Sunday, December 24, 2017

On Sol Invictus, Mithras And The Origin Of Christmas

The Roman Sol Invictus image bearing the inscription: "The most holy and sacred Sun"

As par for the course in our culturally and socially divided country, much hullaballoo is made every year over the celebration of Christmas, using the words "Merry Christmas" and the possibility those nasty atheists and secularists are trying to "destroy" the holiday. Very seldom do any inquiring minds chill out long enough to investigate the actual origins of the holiday - which dates back to antiquity.

For example, we know the first certain record associating December 25th with the birthday of Sol Invictus is the ROMAN Chronography of AD 354 where, in the part known as the Philocalian Calendar, VIII Kal. Jan. is identified as N INVICTI CM XXX (Natalis Invicti; CM abbreviates circenses missus or circus races)  "Natalis Invictii" refers to the birth of Sol Invictus, NOT Christ. (See graphic attached of a Roman rendering of Sol Invictus). The celebratory factor in the inscription is punctuated by the fact XXX (30) races were to be scheduled in the Roman Circus. This would never be done to commemorate the exclusive birth of a Jewish Messiah! Even given that the Edict of Milan was formalized some 40 years earlier.

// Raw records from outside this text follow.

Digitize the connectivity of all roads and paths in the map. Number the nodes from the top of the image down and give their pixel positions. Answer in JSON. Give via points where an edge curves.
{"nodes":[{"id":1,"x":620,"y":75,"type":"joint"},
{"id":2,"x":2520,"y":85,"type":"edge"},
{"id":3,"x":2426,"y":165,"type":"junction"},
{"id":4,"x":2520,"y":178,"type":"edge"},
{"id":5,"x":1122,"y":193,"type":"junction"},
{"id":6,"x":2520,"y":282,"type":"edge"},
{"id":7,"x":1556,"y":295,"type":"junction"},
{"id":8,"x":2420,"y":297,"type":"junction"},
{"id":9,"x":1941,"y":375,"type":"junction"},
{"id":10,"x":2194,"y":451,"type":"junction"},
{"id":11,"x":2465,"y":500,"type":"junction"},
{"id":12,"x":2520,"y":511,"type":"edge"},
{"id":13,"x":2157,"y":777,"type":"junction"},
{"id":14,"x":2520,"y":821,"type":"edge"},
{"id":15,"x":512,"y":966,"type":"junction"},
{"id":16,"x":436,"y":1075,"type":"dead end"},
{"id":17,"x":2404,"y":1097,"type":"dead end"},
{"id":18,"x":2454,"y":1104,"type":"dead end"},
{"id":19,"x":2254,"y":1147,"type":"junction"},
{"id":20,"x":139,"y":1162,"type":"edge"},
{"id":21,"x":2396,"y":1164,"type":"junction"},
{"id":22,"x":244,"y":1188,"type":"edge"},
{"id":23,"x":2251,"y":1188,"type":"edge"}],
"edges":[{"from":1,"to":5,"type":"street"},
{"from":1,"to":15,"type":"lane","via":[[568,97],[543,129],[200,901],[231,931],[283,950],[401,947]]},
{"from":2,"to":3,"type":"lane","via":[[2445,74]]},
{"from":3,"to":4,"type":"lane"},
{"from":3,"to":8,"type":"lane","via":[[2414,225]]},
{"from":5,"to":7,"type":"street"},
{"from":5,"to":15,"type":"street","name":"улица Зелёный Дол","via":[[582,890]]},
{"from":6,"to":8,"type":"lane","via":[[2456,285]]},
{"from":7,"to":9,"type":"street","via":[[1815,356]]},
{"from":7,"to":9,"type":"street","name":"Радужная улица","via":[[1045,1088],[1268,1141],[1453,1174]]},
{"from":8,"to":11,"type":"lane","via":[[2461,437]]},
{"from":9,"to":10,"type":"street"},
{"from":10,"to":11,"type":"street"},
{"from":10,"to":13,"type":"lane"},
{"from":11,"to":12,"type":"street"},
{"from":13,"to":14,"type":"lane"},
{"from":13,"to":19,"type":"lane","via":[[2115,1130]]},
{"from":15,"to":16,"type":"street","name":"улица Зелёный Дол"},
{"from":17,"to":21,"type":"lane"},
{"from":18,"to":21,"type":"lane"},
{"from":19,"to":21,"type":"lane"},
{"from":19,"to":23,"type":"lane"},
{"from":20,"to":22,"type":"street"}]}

Coincidentally, this is also the earliest reference to December 25 as the birthday of Jesus. In a commemoration of Christian martyrs, the notation for VIII Kal. Jan. is natus Christus in Betleem Judeae ("Christ was born in Bethlehem of Judea"). Because the Depositio Martyrum was completed in AD 336, the first celebration of Christmas can be dated to that year as well. In the list of consuls, there also is the note: "Dominus Iesus Christus natus est VIII kal. Ian".

Note that although the first celebration can be dated to the year 336, it was not formalized! As I noted in a post from December, 2011, the formalization wasn't until 29 years after the Council of Nicaea, in 354 A.D. Then the newly liberated Christians formally claimed December 25th - the designated original birth date of the Sun god Mithras - as their own nativity for Christ. This exactly parallels the timing already in the Chronography of AD 354 where, in the part known as the Philocalian Calendar,  the date first emerges in a written record.  We see then a confluence between Christ,  Sol Invictus (the Roman Sun god) and Mithras.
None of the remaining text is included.